What the task requires =
Return all the entries below exactly, except for the images they hold.

Data in this exercise =
*-*-*

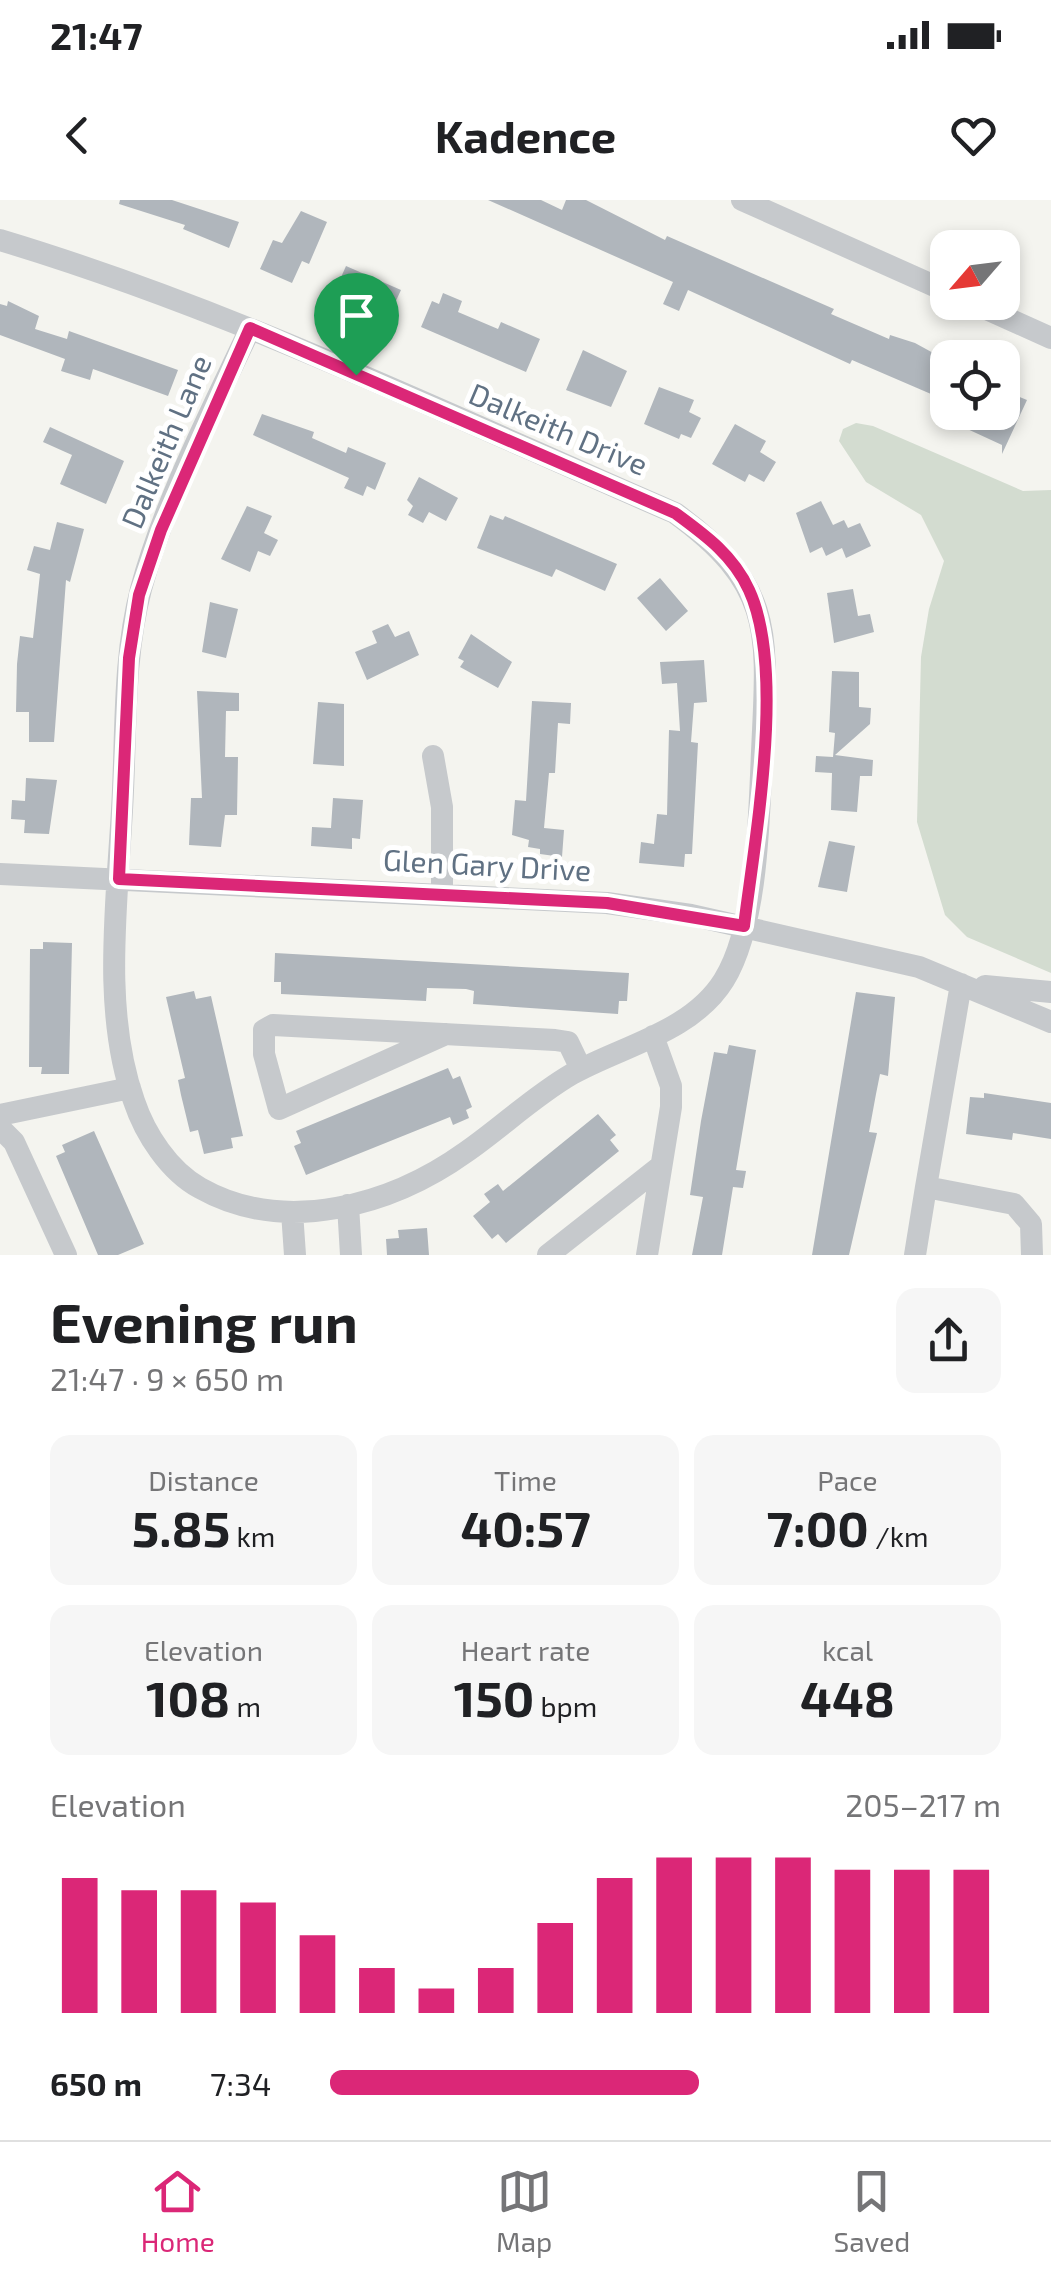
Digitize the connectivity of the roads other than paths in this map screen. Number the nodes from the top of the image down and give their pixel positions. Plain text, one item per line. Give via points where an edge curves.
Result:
1 (742, 200) edge
2 (0, 240) edge
3 (930, 284) edge
4 (1011, 320) edge
5 (250, 328) junction
6 (1051, 338) edge
7 (432, 756) dead end
8 (0, 874) edge
9 (119, 879) junction
10 (442, 894) junction
11 (744, 926) junction
12 (961, 984) junction
13 (1051, 992) edge
14 (1051, 1022) edge
15 (446, 1034) junction
16 (653, 1036) junction
17 (582, 1070) junction
18 (130, 1088) junction
19 (0, 1115) edge
20 (0, 1128) edge
21 (661, 1166) junction
22 (926, 1188) junction
23 (348, 1206) junction
24 (292, 1212) junction
25 (66, 1255) edge
26 (296, 1255) edge
27 (351, 1255) edge
28 (548, 1255) edge
29 (647, 1255) edge
30 (915, 1255) edge
31 (1032, 1255) edge

1 - 3 street
2 - 5 street, Dalkeith Drive
4 - 6 street
5 - 9 street, Dalkeith Lane via 139,595 129,658
5 - 11 street, Dalkeith Drive via 675,513 724,551 749,590 764,639 759,809
7 - 10 street via 442,807
8 - 9 street, Glen Gary Drive
9 - 10 street, Glen Gary Drive
9 - 18 street, Dalkeith Lane via 116,996
10 - 11 street, Glen Gary Drive via 607,903
11 - 12 street, Glen Gary Drive via 920,967
11 - 16 street, Dalkeith Drive via 720,986 689,1017
12 - 13 street, Glen Gary Drive
12 - 14 street, Glen Gary Drive
12 - 22 street
15 - 15 street via 273,1025 262,1042 279,1109
15 - 17 street via 568,1042
16 - 17 street, Dalkeith Drive
16 - 21 street via 671,1086
17 - 23 street, Dalkeith Drive via 461,1156
18 - 19 street
18 - 24 street, Dalkeith Lane via 153,1141 182,1175 243,1205
20 - 25 street via 14,1142
21 - 28 street
21 - 29 street
22 - 30 street
22 - 31 street via 1014,1204 1032,1224
23 - 24 street, Dalkeith Lane
23 - 27 street
24 - 26 street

*-*-*

Output =
Digitize the connectivity of the roads other than paths in this map screen. Number the nodes from the top of the image down and give their pixel positions. Plain text, one item per line. Give via points where an edge curves.
Result:
1 (742, 200) edge
2 (0, 240) edge
3 (930, 284) edge
4 (1011, 320) edge
5 (250, 328) junction
6 (1051, 338) edge
7 (432, 756) dead end
8 (0, 874) edge
9 (119, 879) junction
10 (442, 894) junction
11 (744, 926) junction
12 (961, 984) junction
13 (1051, 992) edge
14 (1051, 1022) edge
15 (446, 1034) junction
16 (653, 1036) junction
17 (582, 1070) junction
18 (130, 1088) junction
19 (0, 1115) edge
20 (0, 1128) edge
21 (661, 1166) junction
22 (926, 1188) junction
23 (348, 1206) junction
24 (292, 1212) junction
25 (66, 1255) edge
26 (296, 1255) edge
27 (351, 1255) edge
28 (548, 1255) edge
29 (647, 1255) edge
30 (915, 1255) edge
31 (1032, 1255) edge

1 - 3 street
2 - 5 street, Dalkeith Drive
4 - 6 street
5 - 9 street, Dalkeith Lane via 139,595 129,658
5 - 11 street, Dalkeith Drive via 675,513 724,551 749,590 764,639 759,809
7 - 10 street via 442,807
8 - 9 street, Glen Gary Drive
9 - 10 street, Glen Gary Drive
9 - 18 street, Dalkeith Lane via 116,996
10 - 11 street, Glen Gary Drive via 607,903
11 - 12 street, Glen Gary Drive via 920,967
11 - 16 street, Dalkeith Drive via 720,986 689,1017
12 - 13 street, Glen Gary Drive
12 - 14 street, Glen Gary Drive
12 - 22 street
15 - 15 street via 273,1025 262,1042 279,1109
15 - 17 street via 568,1042
16 - 17 street, Dalkeith Drive
16 - 21 street via 671,1086
17 - 23 street, Dalkeith Drive via 461,1156
18 - 19 street
18 - 24 street, Dalkeith Lane via 153,1141 182,1175 243,1205
20 - 25 street via 14,1142
21 - 28 street
21 - 29 street
22 - 30 street
22 - 31 street via 1014,1204 1032,1224
23 - 24 street, Dalkeith Lane
23 - 27 street
24 - 26 street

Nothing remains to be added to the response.